Geladze fu quindi trasferita nel palazzo dove prima della Rivoluzione risiedeva il Viceré imperiale del Caucaso. Lì, l'anziana donna occupò una minuscola stanza. 

Suo figlio, che a metà degli anni Trenta era diventato una potente e temibile figura politica, affidò il compito di occuparsi della madre al suo famigerato scagnozzo, Lavrentij Berija. L'uomo, passato alla storia come lo spietato braccio destro di Stalin, prese molto sul serio il nobile compito: si recava spesso a far visita all'anziana madre del leader, che, tra l’altro, veniva vista camminare per strada strettamente sorvegliata dagli uomini di Berija.

Da sinistra: Ekaterina Geladze, Lavrentij Berija, Nestor Lakoba e Joseph Stalin

Stalin, d'altra parte, aveva ridotto i rapporti con la madre a brevi e sporadiche lettere, più simili a dei telegrammi per la brevità delle comunicazioni, probabilmente perché era troppo occupato dai suoi giochi di potere per instaurare il pugno di ferro in Unione Sovietica.

Geladze non sapeva leggere o scrivere in russo e suo figlio faceva fatica a scrivere in georgiano, il che complicava ulteriormente la scarsa comunicazione tra madre e figlio. 

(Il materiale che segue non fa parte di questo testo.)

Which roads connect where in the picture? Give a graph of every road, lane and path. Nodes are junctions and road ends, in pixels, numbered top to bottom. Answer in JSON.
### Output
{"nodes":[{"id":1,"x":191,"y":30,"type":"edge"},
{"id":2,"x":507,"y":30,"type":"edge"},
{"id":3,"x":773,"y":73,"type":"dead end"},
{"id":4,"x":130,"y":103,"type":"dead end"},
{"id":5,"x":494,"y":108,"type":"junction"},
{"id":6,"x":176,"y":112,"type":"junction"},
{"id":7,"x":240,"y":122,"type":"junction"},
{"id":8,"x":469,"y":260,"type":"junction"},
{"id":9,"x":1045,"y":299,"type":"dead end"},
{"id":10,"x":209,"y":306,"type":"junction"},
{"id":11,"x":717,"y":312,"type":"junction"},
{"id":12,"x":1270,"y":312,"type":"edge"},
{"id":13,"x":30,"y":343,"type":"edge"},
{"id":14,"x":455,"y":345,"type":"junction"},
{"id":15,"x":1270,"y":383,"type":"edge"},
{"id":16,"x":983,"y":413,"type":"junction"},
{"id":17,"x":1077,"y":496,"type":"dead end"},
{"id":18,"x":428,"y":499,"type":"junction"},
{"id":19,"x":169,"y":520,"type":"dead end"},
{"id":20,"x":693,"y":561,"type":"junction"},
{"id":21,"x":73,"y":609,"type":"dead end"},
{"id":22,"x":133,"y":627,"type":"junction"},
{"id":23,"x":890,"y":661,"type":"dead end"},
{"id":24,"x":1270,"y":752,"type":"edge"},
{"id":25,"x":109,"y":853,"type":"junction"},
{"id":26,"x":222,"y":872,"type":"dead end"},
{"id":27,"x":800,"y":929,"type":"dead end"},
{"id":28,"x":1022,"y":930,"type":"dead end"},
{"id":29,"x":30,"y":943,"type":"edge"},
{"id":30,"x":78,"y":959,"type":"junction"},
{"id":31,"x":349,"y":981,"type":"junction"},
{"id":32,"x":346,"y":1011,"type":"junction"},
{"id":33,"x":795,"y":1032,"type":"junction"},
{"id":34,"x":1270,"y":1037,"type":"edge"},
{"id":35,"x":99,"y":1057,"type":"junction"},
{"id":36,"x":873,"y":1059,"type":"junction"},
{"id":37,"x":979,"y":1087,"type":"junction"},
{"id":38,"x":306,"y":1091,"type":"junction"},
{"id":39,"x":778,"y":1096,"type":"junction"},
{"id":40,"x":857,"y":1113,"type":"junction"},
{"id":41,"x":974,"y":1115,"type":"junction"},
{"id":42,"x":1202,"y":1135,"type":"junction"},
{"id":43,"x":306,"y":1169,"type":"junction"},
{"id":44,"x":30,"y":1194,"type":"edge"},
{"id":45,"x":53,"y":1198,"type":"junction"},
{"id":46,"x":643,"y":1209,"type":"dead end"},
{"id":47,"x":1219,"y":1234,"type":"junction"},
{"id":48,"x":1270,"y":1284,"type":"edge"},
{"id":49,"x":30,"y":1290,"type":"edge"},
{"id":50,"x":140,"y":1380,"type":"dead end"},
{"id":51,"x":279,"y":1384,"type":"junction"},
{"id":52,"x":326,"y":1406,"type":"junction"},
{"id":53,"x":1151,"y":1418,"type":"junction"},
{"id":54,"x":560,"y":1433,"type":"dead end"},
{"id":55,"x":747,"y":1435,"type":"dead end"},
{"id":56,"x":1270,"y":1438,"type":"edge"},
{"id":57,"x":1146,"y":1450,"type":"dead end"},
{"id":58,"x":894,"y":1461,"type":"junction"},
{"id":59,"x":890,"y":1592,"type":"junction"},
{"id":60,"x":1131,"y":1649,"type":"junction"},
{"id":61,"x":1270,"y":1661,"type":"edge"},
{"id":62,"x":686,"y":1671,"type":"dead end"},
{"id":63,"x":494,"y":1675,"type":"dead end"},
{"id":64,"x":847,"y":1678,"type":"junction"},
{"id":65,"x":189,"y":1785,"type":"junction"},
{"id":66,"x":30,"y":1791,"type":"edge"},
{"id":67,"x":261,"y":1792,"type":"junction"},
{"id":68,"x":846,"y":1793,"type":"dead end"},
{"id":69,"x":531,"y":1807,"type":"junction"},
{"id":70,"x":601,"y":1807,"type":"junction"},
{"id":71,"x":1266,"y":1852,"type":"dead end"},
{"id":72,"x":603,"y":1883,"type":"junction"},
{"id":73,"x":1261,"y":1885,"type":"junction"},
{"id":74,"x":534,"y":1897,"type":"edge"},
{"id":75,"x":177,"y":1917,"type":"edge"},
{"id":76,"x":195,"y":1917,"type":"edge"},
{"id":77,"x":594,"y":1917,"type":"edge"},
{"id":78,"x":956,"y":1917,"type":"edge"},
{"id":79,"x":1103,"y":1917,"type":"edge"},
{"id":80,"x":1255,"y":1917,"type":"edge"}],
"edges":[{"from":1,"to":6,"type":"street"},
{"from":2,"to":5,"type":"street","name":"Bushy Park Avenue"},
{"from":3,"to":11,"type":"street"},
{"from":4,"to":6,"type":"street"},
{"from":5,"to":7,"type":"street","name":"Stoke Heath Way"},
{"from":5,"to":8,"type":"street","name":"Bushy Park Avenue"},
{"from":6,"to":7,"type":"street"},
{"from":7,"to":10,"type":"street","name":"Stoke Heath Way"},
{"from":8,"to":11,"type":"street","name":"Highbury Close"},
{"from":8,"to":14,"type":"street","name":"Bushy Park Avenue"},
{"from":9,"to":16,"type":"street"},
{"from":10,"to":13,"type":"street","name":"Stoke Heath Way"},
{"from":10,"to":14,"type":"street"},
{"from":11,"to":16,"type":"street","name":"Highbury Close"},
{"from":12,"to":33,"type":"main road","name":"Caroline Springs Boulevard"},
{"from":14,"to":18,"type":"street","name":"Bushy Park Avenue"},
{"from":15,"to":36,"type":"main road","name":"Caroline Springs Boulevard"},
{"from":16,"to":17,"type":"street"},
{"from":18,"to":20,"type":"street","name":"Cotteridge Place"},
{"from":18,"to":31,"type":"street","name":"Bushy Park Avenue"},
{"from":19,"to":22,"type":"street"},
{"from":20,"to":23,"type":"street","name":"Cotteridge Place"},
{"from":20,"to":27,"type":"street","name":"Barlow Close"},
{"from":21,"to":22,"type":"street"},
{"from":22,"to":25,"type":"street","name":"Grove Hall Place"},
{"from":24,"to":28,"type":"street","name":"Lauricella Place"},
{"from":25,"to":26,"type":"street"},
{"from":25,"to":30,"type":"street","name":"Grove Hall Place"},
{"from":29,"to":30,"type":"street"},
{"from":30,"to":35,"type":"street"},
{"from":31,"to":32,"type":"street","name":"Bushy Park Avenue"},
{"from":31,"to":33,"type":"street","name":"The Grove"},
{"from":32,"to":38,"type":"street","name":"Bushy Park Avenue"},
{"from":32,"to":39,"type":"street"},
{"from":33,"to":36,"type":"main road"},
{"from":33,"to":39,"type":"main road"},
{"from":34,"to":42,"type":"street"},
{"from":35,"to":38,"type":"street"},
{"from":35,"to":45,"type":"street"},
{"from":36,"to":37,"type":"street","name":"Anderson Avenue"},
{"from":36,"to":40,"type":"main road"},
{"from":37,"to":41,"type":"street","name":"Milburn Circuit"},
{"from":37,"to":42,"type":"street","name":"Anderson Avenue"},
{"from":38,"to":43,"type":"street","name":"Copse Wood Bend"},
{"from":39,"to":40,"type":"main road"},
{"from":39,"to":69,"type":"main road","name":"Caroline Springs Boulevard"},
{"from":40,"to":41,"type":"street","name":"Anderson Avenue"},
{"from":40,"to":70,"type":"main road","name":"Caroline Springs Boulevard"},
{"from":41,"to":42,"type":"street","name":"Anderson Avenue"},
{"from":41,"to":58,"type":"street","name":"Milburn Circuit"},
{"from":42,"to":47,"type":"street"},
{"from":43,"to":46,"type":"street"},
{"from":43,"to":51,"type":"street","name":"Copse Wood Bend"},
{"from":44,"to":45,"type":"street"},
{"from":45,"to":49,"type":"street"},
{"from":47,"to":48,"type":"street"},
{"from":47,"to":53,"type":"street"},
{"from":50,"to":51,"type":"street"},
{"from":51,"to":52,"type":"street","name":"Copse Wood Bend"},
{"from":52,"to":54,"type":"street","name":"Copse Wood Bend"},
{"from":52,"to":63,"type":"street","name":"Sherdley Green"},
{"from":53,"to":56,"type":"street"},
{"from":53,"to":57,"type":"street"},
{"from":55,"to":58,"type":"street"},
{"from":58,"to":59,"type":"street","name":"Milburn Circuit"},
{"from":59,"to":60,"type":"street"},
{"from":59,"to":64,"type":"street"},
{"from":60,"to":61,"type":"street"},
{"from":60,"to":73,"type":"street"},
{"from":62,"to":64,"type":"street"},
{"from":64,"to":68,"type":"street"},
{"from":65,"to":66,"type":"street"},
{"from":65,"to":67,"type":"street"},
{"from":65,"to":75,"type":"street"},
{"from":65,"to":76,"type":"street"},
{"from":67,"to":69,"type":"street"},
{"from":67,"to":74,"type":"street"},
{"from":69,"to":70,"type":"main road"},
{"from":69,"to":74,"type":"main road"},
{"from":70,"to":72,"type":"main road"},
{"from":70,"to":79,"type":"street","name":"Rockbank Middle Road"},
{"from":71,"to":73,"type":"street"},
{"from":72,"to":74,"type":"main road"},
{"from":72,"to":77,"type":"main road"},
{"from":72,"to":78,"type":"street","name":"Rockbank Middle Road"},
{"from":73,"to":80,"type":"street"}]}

Stalin la visitò personalmente nel 1921 e nel 1926 e Geladze una volta si recò a Mosca, ma la città “non le piacque”.

La tomba di Ekaterina Geladze

L'onnipotente dittatore della nuova superpotenza fece un'ultima visita a sua madre il 17 ottobre 1935. Durante quell’incontro, la famiglia discusse il nuovo status di Stalin. Quando Geladze chiese al figlio cosa facesse per campare, Stalin rispose: “Mamma, ricordi il nostro zar? Beh, sono un po' come lo zar”.

“Avresti fatto meglio a diventare prete”, rispose la vecchia. Il tono sfacciato della sua risposta non si era mai sentito all’epoca in URSS: nessuno, tranne lei, poteva permettersi una simile schiettezza con il temuto dittatore. 

Anni dopo la figlia di Stalin, Svetlana Alliluyeva, disse che Stalin non aveva mai avuto paura di nessuno, tranne che di sua madre, che lo puniva con castighi corporali quando era bambino. 

Geladze morì il 4 giugno 1937 di polmonite all'età di circa 80 anni. Stalin non lasciò il suo ufficio per il funerale e mandò Berija come suo inviato a portare la bara. Il dittatore si congedò dalla madre defunta inviando una corona di fiori, con la scritta in russo e georgiano: “Alla cara e amata madre, da suo figlio Joseph Dzhugashvili (Stalin)”.